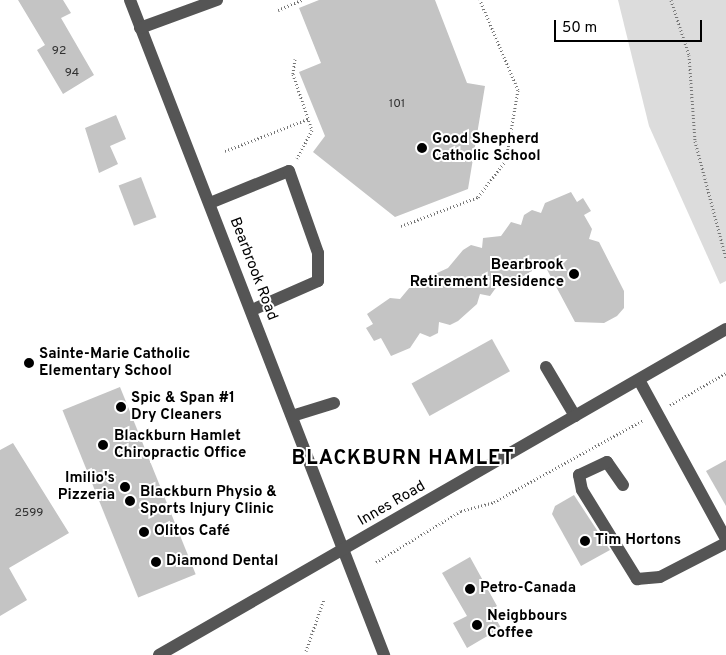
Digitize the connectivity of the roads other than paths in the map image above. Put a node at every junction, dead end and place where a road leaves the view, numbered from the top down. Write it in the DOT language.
graph roads {
  1 [pos="130,0"];
  2 [pos="217,0"];
  3 [pos="140,28"];
  4 [pos="210,203"];
  5 [pos="252,310"];
  6 [pos="724,331"];
  7 [pos="546,368"];
  8 [pos="639,380"];
  9 [pos="334,403"];
  10 [pos="292,416"];
  11 [pos="575,416"];
  12 [pos="623,485"];
  13 [pos="726,539"];
  14 [pos="726,544"];
  15 [pos="343,551"];
  16 [pos="159,655"];
  17 [pos="384,655"];
  1 -- 3 [label="street, Bearbrook Road"];
  2 -- 3 [label="street"];
  3 -- 4 [label="street, Bearbrook Road"];
  4 -- 5 [label="street, Bearbrook Road"];
  4 -- 5 [label="street"];
  5 -- 10 [label="street, Bearbrook Road"];
  6 -- 8 [label="street, Innes Road"];
  7 -- 11 [label="street"];
  8 -- 11 [label="street, Innes Road"];
  8 -- 13 [label="street"];
  9 -- 10 [label="street"];
  10 -- 15 [label="street, Bearbrook Road"];
  11 -- 15 [label="street, Innes Road"];
  12 -- 14 [label="street"];
  15 -- 16 [label="street, Innes Road"];
  15 -- 17 [label="street, Bearbrook Road"];
}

___

Problem -
A word-for-word copy of the entries above is what is needed, without any images.

Task answer -
Digitize the connectivity of the roads other than paths in the map image above. Put a node at every junction, dead end and place where a road leaves the view, numbered from the top down. Write it in the DOT language.
graph roads {
  1 [pos="130,0"];
  2 [pos="217,0"];
  3 [pos="140,28"];
  4 [pos="210,203"];
  5 [pos="252,310"];
  6 [pos="724,331"];
  7 [pos="546,368"];
  8 [pos="639,380"];
  9 [pos="334,403"];
  10 [pos="292,416"];
  11 [pos="575,416"];
  12 [pos="623,485"];
  13 [pos="726,539"];
  14 [pos="726,544"];
  15 [pos="343,551"];
  16 [pos="159,655"];
  17 [pos="384,655"];
  1 -- 3 [label="street, Bearbrook Road"];
  2 -- 3 [label="street"];
  3 -- 4 [label="street, Bearbrook Road"];
  4 -- 5 [label="street, Bearbrook Road"];
  4 -- 5 [label="street"];
  5 -- 10 [label="street, Bearbrook Road"];
  6 -- 8 [label="street, Innes Road"];
  7 -- 11 [label="street"];
  8 -- 11 [label="street, Innes Road"];
  8 -- 13 [label="street"];
  9 -- 10 [label="street"];
  10 -- 15 [label="street, Bearbrook Road"];
  11 -- 15 [label="street, Innes Road"];
  12 -- 14 [label="street"];
  15 -- 16 [label="street, Innes Road"];
  15 -- 17 [label="street, Bearbrook Road"];
}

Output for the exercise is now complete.